Material supplied below:
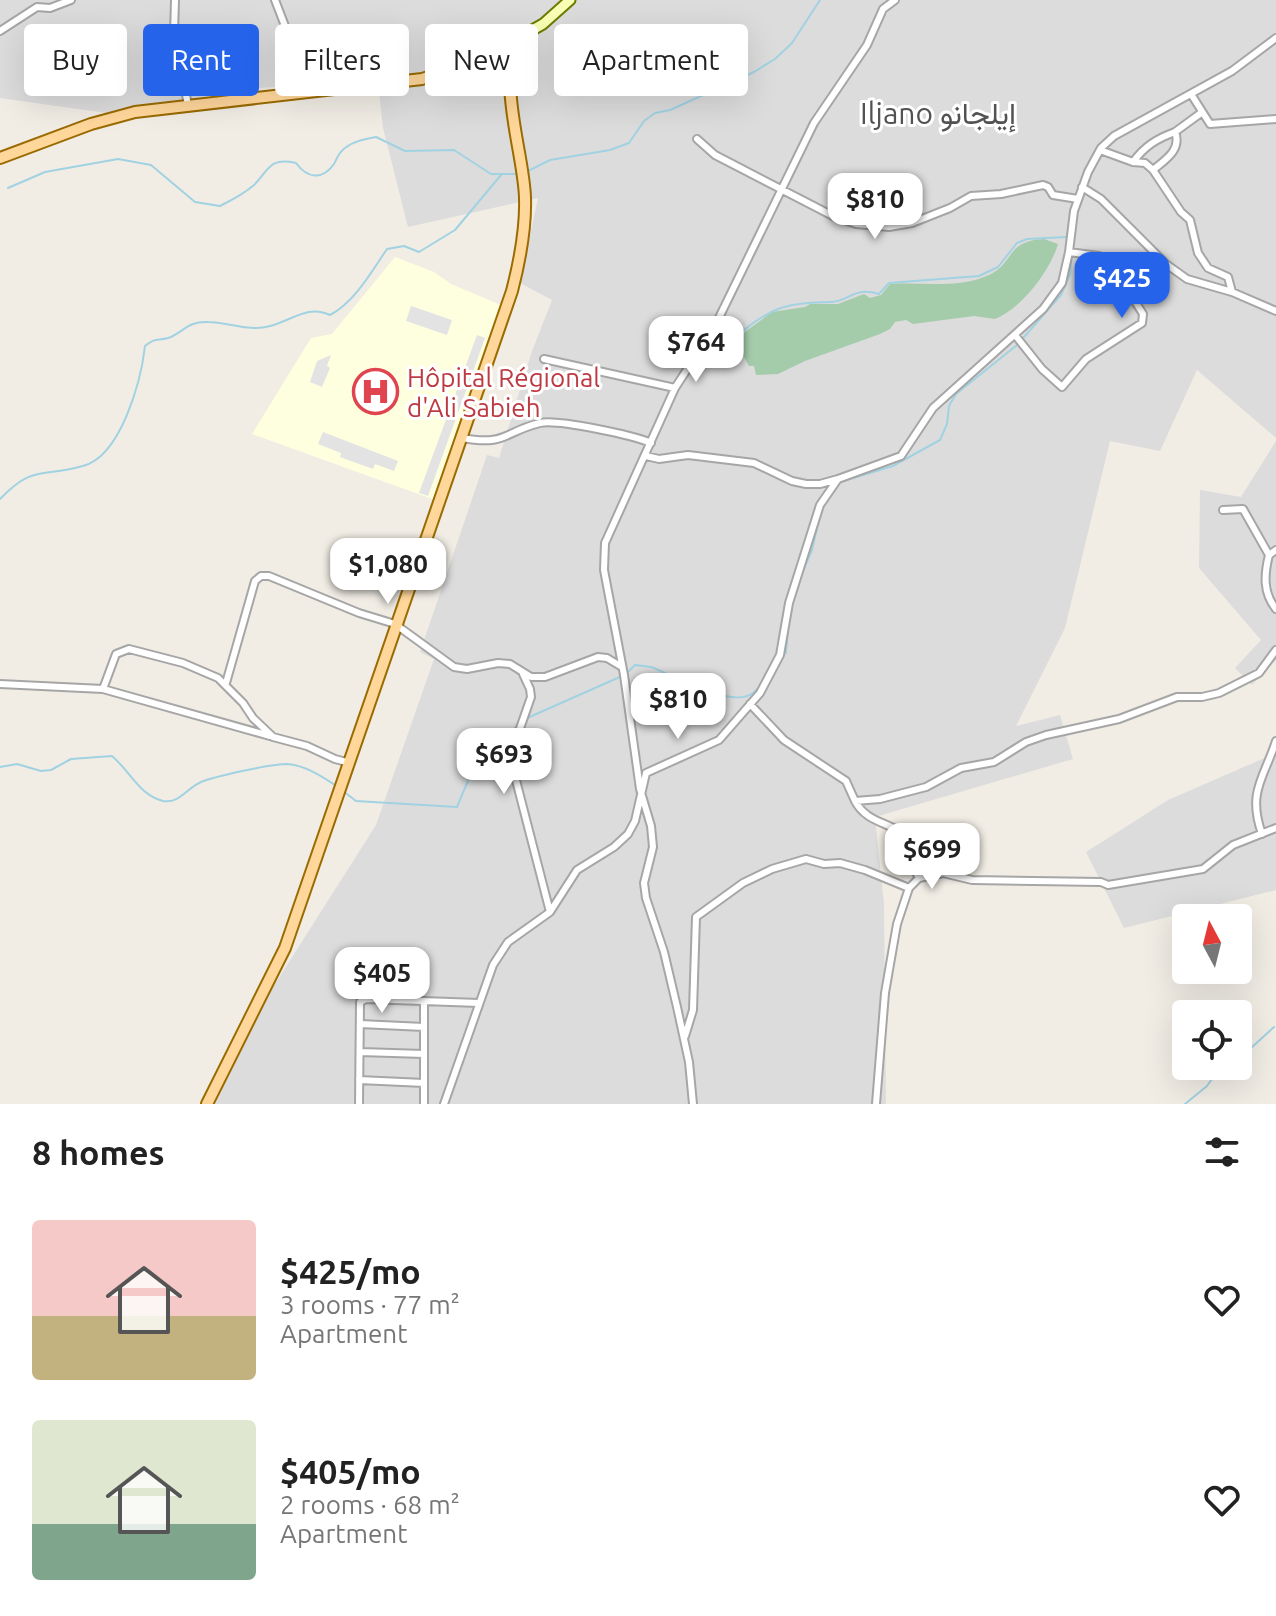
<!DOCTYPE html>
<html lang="en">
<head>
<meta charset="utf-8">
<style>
  :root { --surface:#fff; --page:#f6f6f6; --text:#222; --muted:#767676; --accent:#2563eb }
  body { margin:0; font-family:Ubuntu,Vazirmatn,sans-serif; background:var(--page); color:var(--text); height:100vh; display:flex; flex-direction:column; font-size:30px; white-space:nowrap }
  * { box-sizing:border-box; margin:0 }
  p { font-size:26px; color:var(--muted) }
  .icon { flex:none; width:44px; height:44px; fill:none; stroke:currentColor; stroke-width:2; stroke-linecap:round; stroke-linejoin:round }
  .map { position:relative; height:1104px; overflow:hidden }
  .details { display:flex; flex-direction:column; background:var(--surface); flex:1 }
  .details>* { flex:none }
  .hud { position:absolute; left:24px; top:24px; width:800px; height:72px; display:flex; gap:16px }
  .needle { width:52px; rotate:353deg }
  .fabs { position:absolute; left:1172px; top:904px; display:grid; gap:16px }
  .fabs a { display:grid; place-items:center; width:80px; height:80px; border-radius:8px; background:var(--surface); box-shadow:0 8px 32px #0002; font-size:40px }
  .price { position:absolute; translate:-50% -68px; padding:0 18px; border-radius:16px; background:#fff; color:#222; font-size:26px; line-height:52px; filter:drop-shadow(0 2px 4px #0008) }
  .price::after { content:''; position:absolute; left:50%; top:48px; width:24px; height:18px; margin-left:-12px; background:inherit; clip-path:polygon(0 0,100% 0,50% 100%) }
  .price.current { background:var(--accent); color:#fff }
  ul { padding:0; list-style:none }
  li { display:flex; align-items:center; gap:24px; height:200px; padding:0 32px }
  li span { display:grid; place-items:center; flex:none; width:224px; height:160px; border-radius:8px; color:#555 }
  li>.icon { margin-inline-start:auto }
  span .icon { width:96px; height:96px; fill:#fffc; stroke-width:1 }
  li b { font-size:34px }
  h2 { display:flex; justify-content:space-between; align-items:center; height:96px; padding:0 32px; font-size:34px }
  .chip { padding:0 28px; border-radius:8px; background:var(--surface); box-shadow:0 8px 32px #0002; font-size:28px; line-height:72px }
  .chip.current { background:var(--accent); color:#fff }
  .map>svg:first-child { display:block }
  .residential { fill:#dddcdc }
  .education { fill:#feffdf }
  .cemetery { fill:#a4ccab }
  .parking { fill:#e3e3e3 }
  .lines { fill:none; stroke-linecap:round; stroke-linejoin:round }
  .stream { stroke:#a1d2e2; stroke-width:2 }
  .street-casing { stroke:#a6a6a6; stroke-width:10 }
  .secondary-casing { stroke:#6c7c00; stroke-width:13 }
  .primary-casing { stroke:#9a6b00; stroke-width:14 }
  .street { stroke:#fff; stroke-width:6 }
  .secondary { stroke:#f9ffb4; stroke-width:9 }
  .primary { stroke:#ffd79b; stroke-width:10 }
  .labels { text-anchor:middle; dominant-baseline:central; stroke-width:6; stroke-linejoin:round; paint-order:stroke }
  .health-label { font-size:26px; fill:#be3a42; stroke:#fff; text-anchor:start }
  .quarter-label { font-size:30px; fill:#525252; stroke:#fff }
</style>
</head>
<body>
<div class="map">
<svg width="1276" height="1104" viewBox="0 0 1276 1104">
  <rect width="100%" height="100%" fill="#f1ede5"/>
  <!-- residential -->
  <path class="residential" d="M0,0h1276v438l-79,-68 -37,81 -50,-10 -45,187 -49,98 44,-11 13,44 -198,58 9,87 2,200h-671l53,-109 108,-170 58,-166 -14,-7 67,-197 12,3 33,-107 20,-51 -32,-17 18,-85 -130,29 -25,-99 -5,-46 -121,6 -151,25 -106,-15z
    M1276,441v219l-24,25 -17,-17 26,-28 -62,-72 1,-78 41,7z
    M1276,753v137l-152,38 -38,-76 82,-52z"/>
  <!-- education -->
  <path class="education" d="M395,257l39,15 17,12 52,22 -68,194 -183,-66 59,-96 21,-4z"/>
  <!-- cemetery -->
  <path class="cemetery" d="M1044,239l14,5c-8,27 -36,64 -63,75l-21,-3 -61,8 -7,-4 -11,2 -5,7 -10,5 -75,27 -27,13 -22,1 -2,-9h-5l-10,-18h-3l-2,-8 38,-28 33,-5 5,-3h28l26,-10 6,4 11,-3 9,-11c31,-2 69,5 99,-9 26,-12 16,-34 55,-36z"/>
  <!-- parking -->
  <path class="parking" d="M411,306l41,14 -5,15 -41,-14z
    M477,335l8,3 -57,158 -9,-3z
    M331,355l-4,11 3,2 -8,19 -12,-5 7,-21z
    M323,432l75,29 -4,10 -19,-7 -2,5 -33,-12 1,-4 -23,-9z"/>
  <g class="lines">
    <!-- stream -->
    <path class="stream" d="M1115,132l123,-69
      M526,172l24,-12 60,-10 19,-7 15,-22 11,-8 15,-3 84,-38 21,-13 17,-16 28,-43
      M8,188l37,-16 73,-13 33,6 44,37 25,4c12,-6 24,-12 34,-21 15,-15 15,-28 42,-22 11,15 26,18 38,1 4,-7 4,-11 11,-16 9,-7 20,-9 31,-11l29,14 49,-1 37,24h29
      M1076,195c9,-22 14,-45 34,-59
      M1070,221l3,-21
      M735,338c33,-30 52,-36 96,-36 18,0 22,-16 48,-8l10,-11 90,-7 19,-9 19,-24 10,-4 40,-2
      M840,482l53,-16 47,-26 7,-16 2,-18 7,-12 61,-49 44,-50 9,-20 2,-19
      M0,499c34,-35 41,-21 83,-33 38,-10 58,-85 62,-120 11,-9 12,-5 23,-8 15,-5 19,-17 40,-16 20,0 42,10 62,4 21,-5 38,-22 60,-11 24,-12 42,-44 57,-66l17,-3 15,6 36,-22 46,-55
      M802,573l10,-23 9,-40
      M791,607l6,-21
      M781,656l5,-3 2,-24
      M627,673l8,-8c6,1 14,1 19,3 21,9 78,41 99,25 10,-7 14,-21 20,-31
      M525,719l97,-43
      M0,767l17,-3 24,7 10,-1 20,-11 41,-3c18,15 27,39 51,45 16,3 24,-13 38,-19 15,-6 70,-18 86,-18 18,1 36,13 51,23
      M343,791l13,10 101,6 15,-36 48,-48
      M1238,1056l13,-8 23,-21
      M1185,1104l22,-18 14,-20"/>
    <defs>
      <path id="street" d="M175,0l-1,34 14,71
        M275,0l30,78 1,14
        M0,31l37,-24 13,1 21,-8
        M1191,94l19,30 66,-5
        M1175,132l26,-19
        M697,139l18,16 120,62 21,7 33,3 23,-4 38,-15 21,-12 30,-2 42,-9 5,2 5,8 25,4
        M1100,150l33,12 12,1 8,7 28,42 9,8 8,33 10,15 20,9 4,15
        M1133,162c12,-16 23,-23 42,-30 7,18 -10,28 -22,38
        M1082,187l19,12 65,65 21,15 45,13 44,19
        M1015,335l27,34 20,18 24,-28 56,-36 1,-9 -32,-51 -12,-7 -30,-4
        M544,359l131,29
        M462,438c45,8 41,-6 78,-15 17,-4 93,12 111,20
        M838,479l63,-23 32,-48 110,-99 19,-26 7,-31 5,-41 14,-39 13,-24 13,-12 118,-65 44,-33
        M1223,510l20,-1 26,46
        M1276,550l-7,5c-5,20 -6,38 7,54
        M523,674l7,15 1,8 -21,60 40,155
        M226,683l29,-102 6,-5h8l90,37 36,11 59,43 13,2 31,-6 12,1 21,13h14l53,-20 9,1 15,9
        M0,684l103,5 13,-35 13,-5 54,14 35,15 25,25 10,15 20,19 34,9 28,13 15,4
        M103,689l167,47
        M750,704l34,36 62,41 9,20 25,-2 46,-12 35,-19 33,-6 32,-20 20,-7 73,-16 58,-22h25l17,-4 40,-20 17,-23
        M855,801c12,23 37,21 54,37l1,23 9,17
        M1262,834c-15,-42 2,-56 14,-93
        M360,1024l64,3
        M685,1036l8,-26 3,-93 47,-34 29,-14 34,-10 18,5 16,-1 25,7 44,18 10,-10 24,-5 29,7 129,2 7,3 95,-16 30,-24 43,-17
        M360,1052l64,2
        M359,1080l65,3
        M359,1104l1,-102 6,-3 113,4
        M424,1104v-103
        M444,1104l49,-139 15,-23 42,-30 27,-42 37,-23 14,-13 7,-13 11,-48 73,-33 41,-47 20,-38 9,-52 31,-98 18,-26 -18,5h-14l-14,-3 -38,-18 -66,-8 -29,4 -13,-3
        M693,1104l-4,-42 -12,-55 -13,-55 -18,-54 -2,-15 9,-36 -2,-21 -11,-37 -16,-114 -20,-105 1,-27 70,-155 39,-60 100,-205 53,-78 16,-36 12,-9
        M876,1104l9,-111 12,-69 12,-36"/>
      <path id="secondary" d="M497,50l46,-26 27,-24"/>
      <path id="primary" d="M482,57l16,9 10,16
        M0,158l91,-34 44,-12 287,-33 38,-13 37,-16 11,8 3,7
        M207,1104l78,-156 227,-657c8,-31 14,-62 13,-93 -1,-45 -30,-121 -4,-159"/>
    </defs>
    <!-- street casing -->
    <use href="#street" class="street-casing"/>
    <!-- secondary casing -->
    <use href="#secondary" class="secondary-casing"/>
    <!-- primary casing -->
    <use href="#primary" class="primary-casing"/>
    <!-- street -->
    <use href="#street" class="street"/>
    <!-- secondary -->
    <use href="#secondary" class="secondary"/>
    <!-- primary -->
    <use href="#primary" class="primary"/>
  </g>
  <!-- icons -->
  <defs>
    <symbol id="hospital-ring" viewBox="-11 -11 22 22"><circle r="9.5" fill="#fff" stroke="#e0444e" stroke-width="1.5"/><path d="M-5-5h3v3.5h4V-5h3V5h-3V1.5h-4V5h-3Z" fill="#e0444e"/></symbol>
  </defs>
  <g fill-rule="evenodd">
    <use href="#hospital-ring" x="350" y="366" width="51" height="51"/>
  </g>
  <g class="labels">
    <!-- health labels -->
    <g class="health-label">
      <text x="407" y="377">Hôpital Régional<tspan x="407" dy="30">d'Ali Sabieh</tspan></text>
    </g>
    <!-- quarter labels -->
    <g class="quarter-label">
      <text x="938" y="113">Iljano إيلجانو</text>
    </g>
  </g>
</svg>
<div class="fabs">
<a><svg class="needle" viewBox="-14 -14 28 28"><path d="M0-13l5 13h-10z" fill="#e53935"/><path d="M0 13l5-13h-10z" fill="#767676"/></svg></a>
<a><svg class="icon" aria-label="locate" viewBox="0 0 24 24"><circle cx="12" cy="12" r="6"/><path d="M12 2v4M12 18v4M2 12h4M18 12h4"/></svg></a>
</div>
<b class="price" style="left:875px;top:241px">$810</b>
<b class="price current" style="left:1122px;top:320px">$425</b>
<b class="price" style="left:696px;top:384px">$764</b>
<b class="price" style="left:388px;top:606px">$1,080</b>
<b class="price" style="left:678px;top:741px">$810</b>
<b class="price" style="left:504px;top:796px">$693</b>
<b class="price" style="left:932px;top:891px">$699</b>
<b class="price" style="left:382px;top:1015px">$405</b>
<div class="hud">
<a class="chip">Buy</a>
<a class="chip current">Rent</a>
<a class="chip">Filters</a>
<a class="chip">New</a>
<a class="chip">Apartment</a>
</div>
</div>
<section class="details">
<h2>8 homes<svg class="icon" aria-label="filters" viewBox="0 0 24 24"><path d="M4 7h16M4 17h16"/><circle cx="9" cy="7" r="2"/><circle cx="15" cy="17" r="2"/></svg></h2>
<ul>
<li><span style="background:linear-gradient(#f6c9c9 60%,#c2b280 0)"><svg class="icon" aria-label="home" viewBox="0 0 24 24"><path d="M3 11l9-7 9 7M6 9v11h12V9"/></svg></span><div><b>$425/mo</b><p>3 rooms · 77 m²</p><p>Apartment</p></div><svg class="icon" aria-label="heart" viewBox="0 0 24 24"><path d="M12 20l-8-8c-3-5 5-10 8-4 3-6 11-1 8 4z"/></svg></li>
<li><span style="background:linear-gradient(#dfe7d0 65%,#7fa58c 0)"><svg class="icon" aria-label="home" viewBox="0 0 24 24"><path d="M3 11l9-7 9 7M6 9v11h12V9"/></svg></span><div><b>$405/mo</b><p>2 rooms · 68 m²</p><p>Apartment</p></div><svg class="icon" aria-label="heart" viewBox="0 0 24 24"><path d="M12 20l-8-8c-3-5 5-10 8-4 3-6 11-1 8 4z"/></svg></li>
</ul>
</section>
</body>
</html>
End of Material supplied.
Please return every line in the data that includes the string "linecap".

* [Answer below]
  .icon { flex:none; width:44px; height:44px; fill:none; stroke:currentColor; stroke-width:2; stroke-linecap:round; stroke-linejoin:round }
  .lines { fill:none; stroke-linecap:round; stroke-linejoin:round }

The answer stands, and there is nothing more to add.